### ACTION ITEM:
Line by line, transcribe the listing below exactly.

### INFORMATION GIVEN:
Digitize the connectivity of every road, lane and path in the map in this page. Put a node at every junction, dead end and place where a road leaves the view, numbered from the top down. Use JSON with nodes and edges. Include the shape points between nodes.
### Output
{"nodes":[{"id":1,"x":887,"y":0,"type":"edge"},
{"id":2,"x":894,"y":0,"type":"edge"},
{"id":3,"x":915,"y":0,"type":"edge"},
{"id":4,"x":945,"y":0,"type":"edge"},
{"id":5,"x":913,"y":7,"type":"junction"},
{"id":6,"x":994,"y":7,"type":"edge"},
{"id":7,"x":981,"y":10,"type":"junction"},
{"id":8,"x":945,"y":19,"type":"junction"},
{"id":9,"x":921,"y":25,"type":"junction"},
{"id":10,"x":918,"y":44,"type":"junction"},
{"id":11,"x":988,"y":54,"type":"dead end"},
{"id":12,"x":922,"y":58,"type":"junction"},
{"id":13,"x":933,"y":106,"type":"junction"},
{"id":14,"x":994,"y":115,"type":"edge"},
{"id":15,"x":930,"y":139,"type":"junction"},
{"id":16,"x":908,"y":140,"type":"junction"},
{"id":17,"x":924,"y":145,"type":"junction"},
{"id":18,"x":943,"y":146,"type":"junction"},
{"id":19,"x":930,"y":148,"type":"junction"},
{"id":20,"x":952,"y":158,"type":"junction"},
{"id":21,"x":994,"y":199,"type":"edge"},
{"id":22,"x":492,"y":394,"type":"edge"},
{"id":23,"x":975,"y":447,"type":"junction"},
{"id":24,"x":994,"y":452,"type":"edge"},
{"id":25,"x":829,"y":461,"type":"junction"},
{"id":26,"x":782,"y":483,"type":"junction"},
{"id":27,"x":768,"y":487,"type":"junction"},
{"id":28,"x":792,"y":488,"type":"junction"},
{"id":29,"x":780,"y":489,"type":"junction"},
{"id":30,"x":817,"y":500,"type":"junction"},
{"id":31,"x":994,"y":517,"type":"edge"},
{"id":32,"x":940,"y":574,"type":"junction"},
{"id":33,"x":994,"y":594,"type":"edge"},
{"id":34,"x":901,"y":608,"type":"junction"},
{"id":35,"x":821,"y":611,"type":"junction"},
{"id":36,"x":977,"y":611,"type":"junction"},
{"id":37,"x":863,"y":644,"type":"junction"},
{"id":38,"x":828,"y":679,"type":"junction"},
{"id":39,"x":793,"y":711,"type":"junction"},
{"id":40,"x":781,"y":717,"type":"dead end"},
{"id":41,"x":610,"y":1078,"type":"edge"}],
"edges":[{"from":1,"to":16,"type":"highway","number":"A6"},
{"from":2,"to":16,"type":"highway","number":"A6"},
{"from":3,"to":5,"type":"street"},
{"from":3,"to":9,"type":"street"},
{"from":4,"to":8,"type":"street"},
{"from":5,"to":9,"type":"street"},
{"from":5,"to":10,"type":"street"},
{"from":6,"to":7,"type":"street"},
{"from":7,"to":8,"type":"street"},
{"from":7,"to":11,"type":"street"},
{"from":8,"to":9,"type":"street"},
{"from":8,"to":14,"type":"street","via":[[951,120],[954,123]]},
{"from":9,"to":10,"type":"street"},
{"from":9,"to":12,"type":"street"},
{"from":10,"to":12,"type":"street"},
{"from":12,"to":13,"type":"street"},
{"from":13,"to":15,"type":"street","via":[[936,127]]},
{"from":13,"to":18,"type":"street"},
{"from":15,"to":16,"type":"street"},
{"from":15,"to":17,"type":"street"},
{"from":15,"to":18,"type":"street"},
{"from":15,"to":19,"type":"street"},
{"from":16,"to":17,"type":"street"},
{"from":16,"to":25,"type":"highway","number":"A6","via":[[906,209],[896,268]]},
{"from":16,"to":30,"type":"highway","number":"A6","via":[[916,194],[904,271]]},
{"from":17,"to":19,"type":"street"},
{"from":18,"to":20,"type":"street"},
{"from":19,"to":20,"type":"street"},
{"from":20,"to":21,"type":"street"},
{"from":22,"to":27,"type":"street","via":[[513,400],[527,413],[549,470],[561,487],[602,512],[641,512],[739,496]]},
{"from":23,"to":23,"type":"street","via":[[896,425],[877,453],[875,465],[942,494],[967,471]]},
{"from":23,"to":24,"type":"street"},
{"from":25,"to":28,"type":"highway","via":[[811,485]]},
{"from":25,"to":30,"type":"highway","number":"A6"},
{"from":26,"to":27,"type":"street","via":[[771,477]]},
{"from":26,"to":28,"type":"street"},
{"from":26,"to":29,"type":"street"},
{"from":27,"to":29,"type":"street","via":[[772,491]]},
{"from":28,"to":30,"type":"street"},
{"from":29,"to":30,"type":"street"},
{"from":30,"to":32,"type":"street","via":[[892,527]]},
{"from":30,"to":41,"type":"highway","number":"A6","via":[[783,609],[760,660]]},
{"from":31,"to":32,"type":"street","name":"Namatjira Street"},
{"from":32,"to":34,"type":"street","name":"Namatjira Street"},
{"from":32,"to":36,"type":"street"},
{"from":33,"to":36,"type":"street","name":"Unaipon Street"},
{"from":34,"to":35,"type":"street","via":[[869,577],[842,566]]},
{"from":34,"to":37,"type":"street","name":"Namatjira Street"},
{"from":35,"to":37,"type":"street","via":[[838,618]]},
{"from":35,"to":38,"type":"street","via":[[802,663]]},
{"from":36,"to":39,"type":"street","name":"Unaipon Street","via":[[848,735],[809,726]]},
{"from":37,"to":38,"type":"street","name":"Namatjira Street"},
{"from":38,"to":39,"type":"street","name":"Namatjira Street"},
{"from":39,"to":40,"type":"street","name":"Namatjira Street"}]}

### WRITTEN ANSWER:
Digitize the connectivity of every road, lane and path in the map in this page. Put a node at every junction, dead end and place where a road leaves the view, numbered from the top down. Use JSON with nodes and edges. Include the shape points between nodes.
### Output
{"nodes":[{"id":1,"x":887,"y":0,"type":"edge"},
{"id":2,"x":894,"y":0,"type":"edge"},
{"id":3,"x":915,"y":0,"type":"edge"},
{"id":4,"x":945,"y":0,"type":"edge"},
{"id":5,"x":913,"y":7,"type":"junction"},
{"id":6,"x":994,"y":7,"type":"edge"},
{"id":7,"x":981,"y":10,"type":"junction"},
{"id":8,"x":945,"y":19,"type":"junction"},
{"id":9,"x":921,"y":25,"type":"junction"},
{"id":10,"x":918,"y":44,"type":"junction"},
{"id":11,"x":988,"y":54,"type":"dead end"},
{"id":12,"x":922,"y":58,"type":"junction"},
{"id":13,"x":933,"y":106,"type":"junction"},
{"id":14,"x":994,"y":115,"type":"edge"},
{"id":15,"x":930,"y":139,"type":"junction"},
{"id":16,"x":908,"y":140,"type":"junction"},
{"id":17,"x":924,"y":145,"type":"junction"},
{"id":18,"x":943,"y":146,"type":"junction"},
{"id":19,"x":930,"y":148,"type":"junction"},
{"id":20,"x":952,"y":158,"type":"junction"},
{"id":21,"x":994,"y":199,"type":"edge"},
{"id":22,"x":492,"y":394,"type":"edge"},
{"id":23,"x":975,"y":447,"type":"junction"},
{"id":24,"x":994,"y":452,"type":"edge"},
{"id":25,"x":829,"y":461,"type":"junction"},
{"id":26,"x":782,"y":483,"type":"junction"},
{"id":27,"x":768,"y":487,"type":"junction"},
{"id":28,"x":792,"y":488,"type":"junction"},
{"id":29,"x":780,"y":489,"type":"junction"},
{"id":30,"x":817,"y":500,"type":"junction"},
{"id":31,"x":994,"y":517,"type":"edge"},
{"id":32,"x":940,"y":574,"type":"junction"},
{"id":33,"x":994,"y":594,"type":"edge"},
{"id":34,"x":901,"y":608,"type":"junction"},
{"id":35,"x":821,"y":611,"type":"junction"},
{"id":36,"x":977,"y":611,"type":"junction"},
{"id":37,"x":863,"y":644,"type":"junction"},
{"id":38,"x":828,"y":679,"type":"junction"},
{"id":39,"x":793,"y":711,"type":"junction"},
{"id":40,"x":781,"y":717,"type":"dead end"},
{"id":41,"x":610,"y":1078,"type":"edge"}],
"edges":[{"from":1,"to":16,"type":"highway","number":"A6"},
{"from":2,"to":16,"type":"highway","number":"A6"},
{"from":3,"to":5,"type":"street"},
{"from":3,"to":9,"type":"street"},
{"from":4,"to":8,"type":"street"},
{"from":5,"to":9,"type":"street"},
{"from":5,"to":10,"type":"street"},
{"from":6,"to":7,"type":"street"},
{"from":7,"to":8,"type":"street"},
{"from":7,"to":11,"type":"street"},
{"from":8,"to":9,"type":"street"},
{"from":8,"to":14,"type":"street","via":[[951,120],[954,123]]},
{"from":9,"to":10,"type":"street"},
{"from":9,"to":12,"type":"street"},
{"from":10,"to":12,"type":"street"},
{"from":12,"to":13,"type":"street"},
{"from":13,"to":15,"type":"street","via":[[936,127]]},
{"from":13,"to":18,"type":"street"},
{"from":15,"to":16,"type":"street"},
{"from":15,"to":17,"type":"street"},
{"from":15,"to":18,"type":"street"},
{"from":15,"to":19,"type":"street"},
{"from":16,"to":17,"type":"street"},
{"from":16,"to":25,"type":"highway","number":"A6","via":[[906,209],[896,268]]},
{"from":16,"to":30,"type":"highway","number":"A6","via":[[916,194],[904,271]]},
{"from":17,"to":19,"type":"street"},
{"from":18,"to":20,"type":"street"},
{"from":19,"to":20,"type":"street"},
{"from":20,"to":21,"type":"street"},
{"from":22,"to":27,"type":"street","via":[[513,400],[527,413],[549,470],[561,487],[602,512],[641,512],[739,496]]},
{"from":23,"to":23,"type":"street","via":[[896,425],[877,453],[875,465],[942,494],[967,471]]},
{"from":23,"to":24,"type":"street"},
{"from":25,"to":28,"type":"highway","via":[[811,485]]},
{"from":25,"to":30,"type":"highway","number":"A6"},
{"from":26,"to":27,"type":"street","via":[[771,477]]},
{"from":26,"to":28,"type":"street"},
{"from":26,"to":29,"type":"street"},
{"from":27,"to":29,"type":"street","via":[[772,491]]},
{"from":28,"to":30,"type":"street"},
{"from":29,"to":30,"type":"street"},
{"from":30,"to":32,"type":"street","via":[[892,527]]},
{"from":30,"to":41,"type":"highway","number":"A6","via":[[783,609],[760,660]]},
{"from":31,"to":32,"type":"street","name":"Namatjira Street"},
{"from":32,"to":34,"type":"street","name":"Namatjira Street"},
{"from":32,"to":36,"type":"street"},
{"from":33,"to":36,"type":"street","name":"Unaipon Street"},
{"from":34,"to":35,"type":"street","via":[[869,577],[842,566]]},
{"from":34,"to":37,"type":"street","name":"Namatjira Street"},
{"from":35,"to":37,"type":"street","via":[[838,618]]},
{"from":35,"to":38,"type":"street","via":[[802,663]]},
{"from":36,"to":39,"type":"street","name":"Unaipon Street","via":[[848,735],[809,726]]},
{"from":37,"to":38,"type":"street","name":"Namatjira Street"},
{"from":38,"to":39,"type":"street","name":"Namatjira Street"},
{"from":39,"to":40,"type":"street","name":"Namatjira Street"}]}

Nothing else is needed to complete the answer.